Before I go, I want to deal with some major SPOILERS, so don’t read on if you don’t want to know the ending. There’s one huge coincidence that we have to buy into in order for this to work. And that’s that right when Henry is thrown into Elijah’s body, he gets amnesia, which is of course required for the story and the final twist to work. Is it explained anywhere why this happens? If not, I would consider addressing it in the next draft. I think it’s a great finale and I believe it works, but the fact that he doesn’t remember as soon as he arrives in Elijah’s body, then remembers RIGHT BEFORE his death is kinda convenient. I’d like that to be ironed out.
Despite these criticisms, I think this is a strong piece of writing.
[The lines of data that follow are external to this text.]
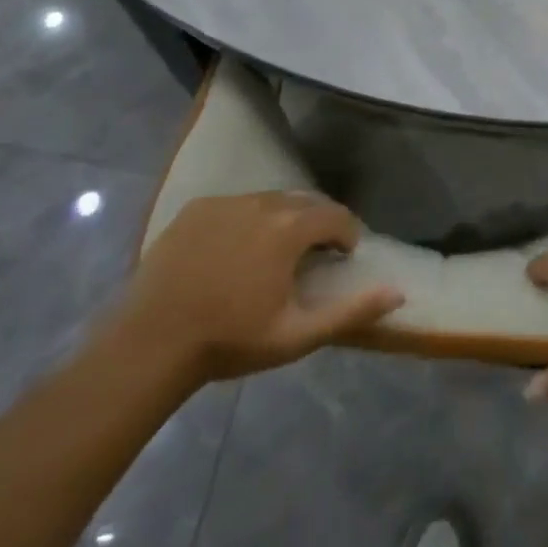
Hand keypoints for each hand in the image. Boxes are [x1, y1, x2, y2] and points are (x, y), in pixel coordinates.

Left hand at [112, 192, 402, 383]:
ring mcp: (225, 203)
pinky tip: (235, 252)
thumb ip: (351, 311)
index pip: (336, 215)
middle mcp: (262, 203)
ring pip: (270, 201)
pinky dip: (247, 220)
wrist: (149, 345)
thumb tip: (398, 293)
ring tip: (274, 253)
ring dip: (283, 220)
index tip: (343, 257)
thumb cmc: (230, 340)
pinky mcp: (195, 210)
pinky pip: (236, 205)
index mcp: (290, 228)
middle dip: (317, 224)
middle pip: (304, 202)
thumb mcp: (297, 335)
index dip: (347, 234)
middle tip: (313, 256)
This kind of movie hasn’t hit the market in a awhile so its timing is perfect. Yeah it’s a little confusing in its current state. But even with the shortcomings I mentioned, it’s easily worth the read.
Script Link: The Black Soul Of Elijah Harden
[ ] What the hell did I just read?
[ ] wasn’t for me
[x] worth the read
[ ] impressive
[ ] genius
What I learned: Please, if you do nothing else, make sure there are no spelling or grammar or punctuation errors on the first page of your script. I saw “it’s” instead of “its” on the ninth line (the very first paragraph!) and just cringed. Professional writers don’t make these mistakes. If you want to be taken seriously, you can’t make them either.